Collected data entries:

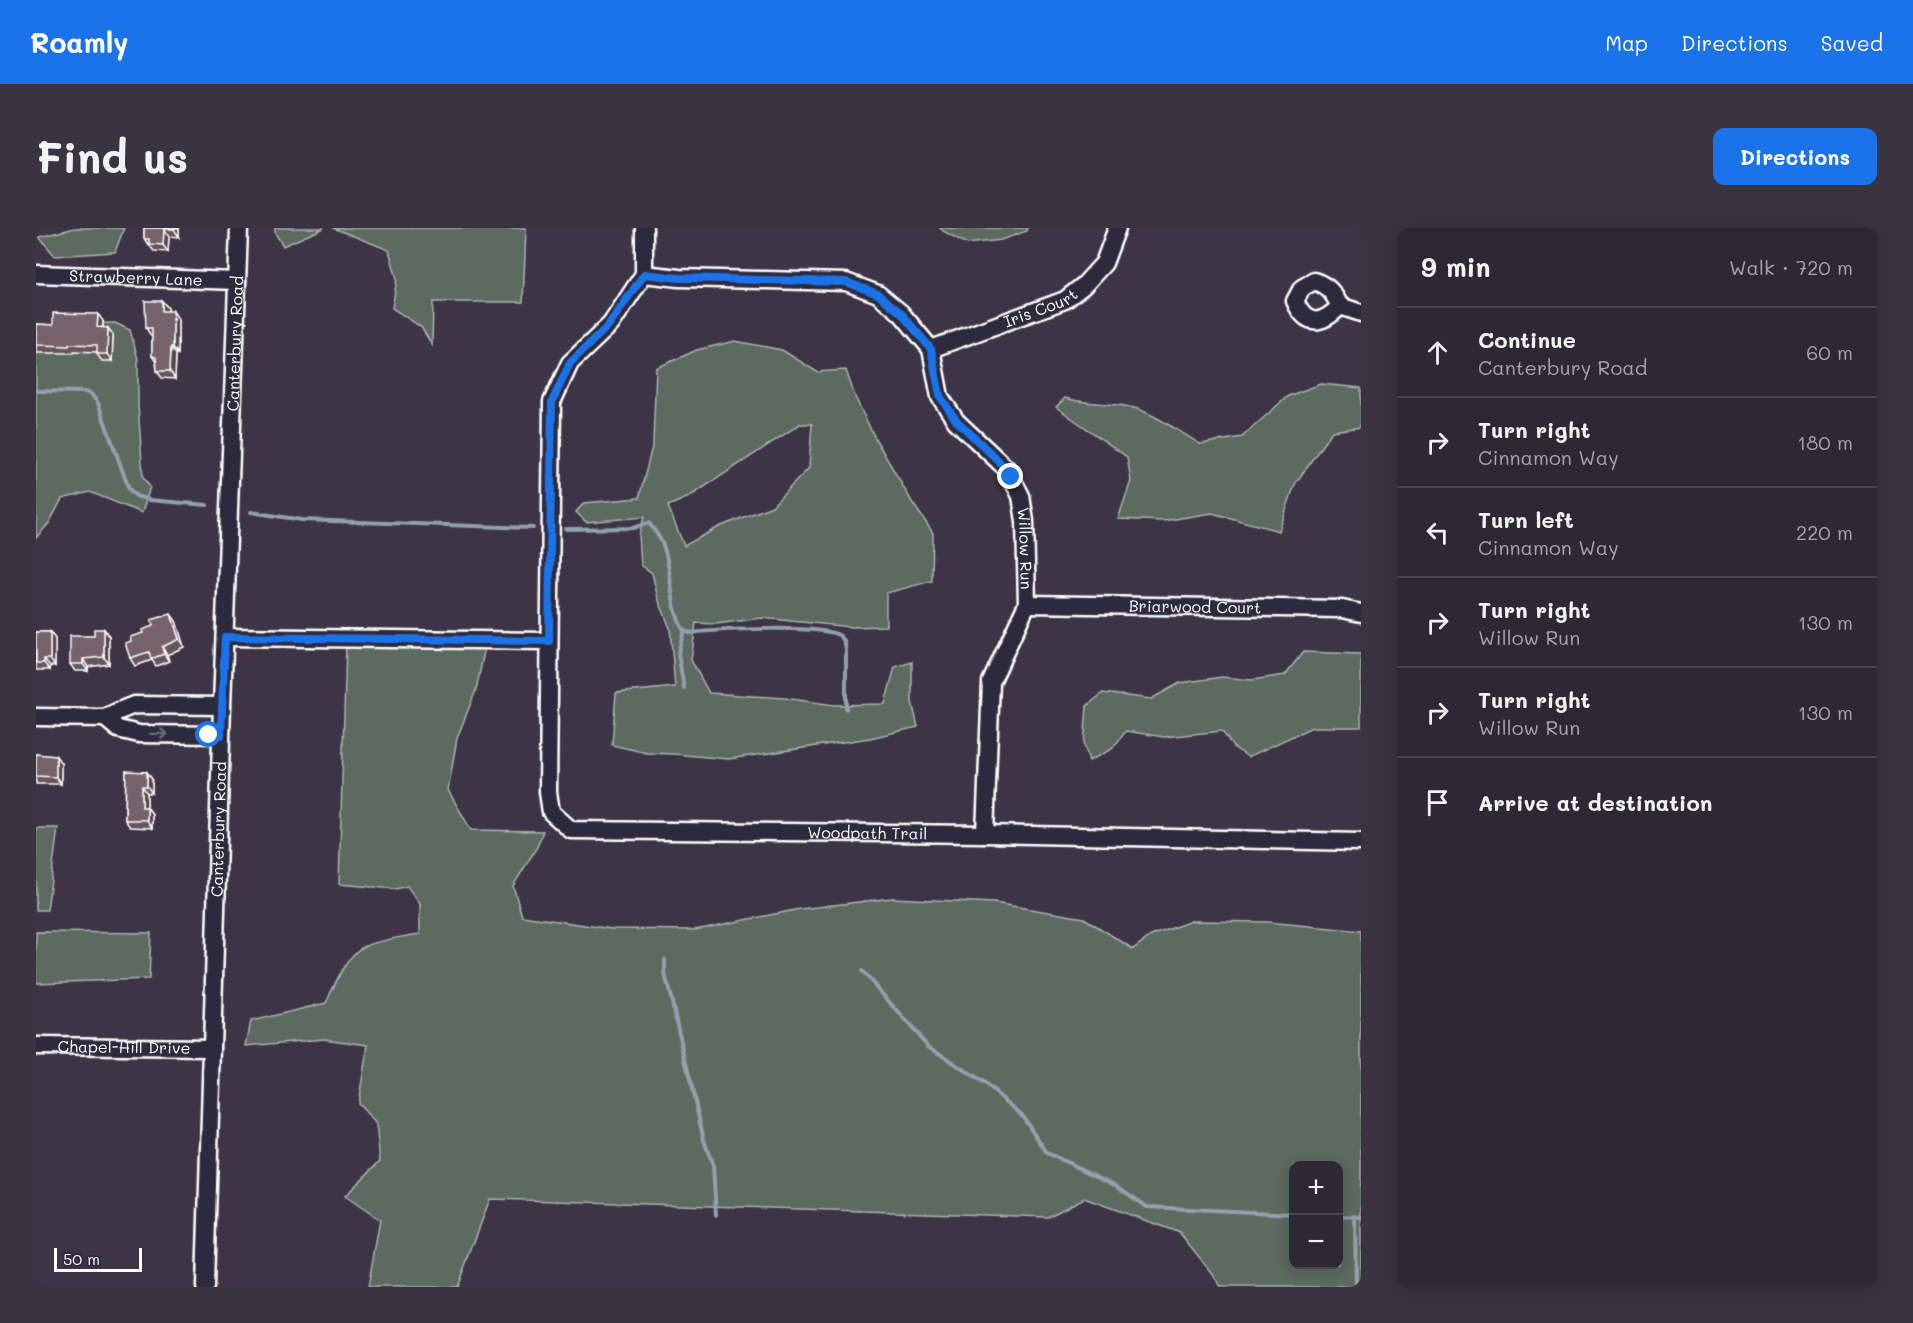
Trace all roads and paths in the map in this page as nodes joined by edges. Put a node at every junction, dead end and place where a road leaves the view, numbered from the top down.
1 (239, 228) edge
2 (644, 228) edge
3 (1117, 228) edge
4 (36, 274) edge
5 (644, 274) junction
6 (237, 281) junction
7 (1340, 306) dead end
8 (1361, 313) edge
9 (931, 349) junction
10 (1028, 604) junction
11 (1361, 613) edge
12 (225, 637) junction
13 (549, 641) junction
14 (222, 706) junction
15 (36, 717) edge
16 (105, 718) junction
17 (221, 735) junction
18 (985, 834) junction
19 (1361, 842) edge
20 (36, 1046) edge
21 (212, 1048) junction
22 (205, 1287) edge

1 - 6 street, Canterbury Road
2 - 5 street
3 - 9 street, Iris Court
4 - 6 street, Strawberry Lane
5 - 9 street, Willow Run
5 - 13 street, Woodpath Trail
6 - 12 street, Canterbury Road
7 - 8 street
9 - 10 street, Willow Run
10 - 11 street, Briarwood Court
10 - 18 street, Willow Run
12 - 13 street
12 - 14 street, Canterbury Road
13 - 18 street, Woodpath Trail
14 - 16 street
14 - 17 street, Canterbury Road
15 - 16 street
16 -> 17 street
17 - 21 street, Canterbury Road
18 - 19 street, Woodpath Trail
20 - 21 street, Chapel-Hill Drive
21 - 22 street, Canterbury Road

Instructions for the task: Wherever a picture appears, omit it; copy the rest of the data exactly.

Task response:
Trace all roads and paths in the map in this page as nodes joined by edges. Put a node at every junction, dead end and place where a road leaves the view, numbered from the top down.
1 (239, 228) edge
2 (644, 228) edge
3 (1117, 228) edge
4 (36, 274) edge
5 (644, 274) junction
6 (237, 281) junction
7 (1340, 306) dead end
8 (1361, 313) edge
9 (931, 349) junction
10 (1028, 604) junction
11 (1361, 613) edge
12 (225, 637) junction
13 (549, 641) junction
14 (222, 706) junction
15 (36, 717) edge
16 (105, 718) junction
17 (221, 735) junction
18 (985, 834) junction
19 (1361, 842) edge
20 (36, 1046) edge
21 (212, 1048) junction
22 (205, 1287) edge

1 - 6 street, Canterbury Road
2 - 5 street
3 - 9 street, Iris Court
4 - 6 street, Strawberry Lane
5 - 9 street, Willow Run
5 - 13 street, Woodpath Trail
6 - 12 street, Canterbury Road
7 - 8 street
9 - 10 street, Willow Run
10 - 11 street, Briarwood Court
10 - 18 street, Willow Run
12 - 13 street
12 - 14 street, Canterbury Road
13 - 18 street, Woodpath Trail
14 - 16 street
14 - 17 street, Canterbury Road
15 - 16 street
16 -> 17 street
17 - 21 street, Canterbury Road
18 - 19 street, Woodpath Trail
20 - 21 street, Chapel-Hill Drive
21 - 22 street, Canterbury Road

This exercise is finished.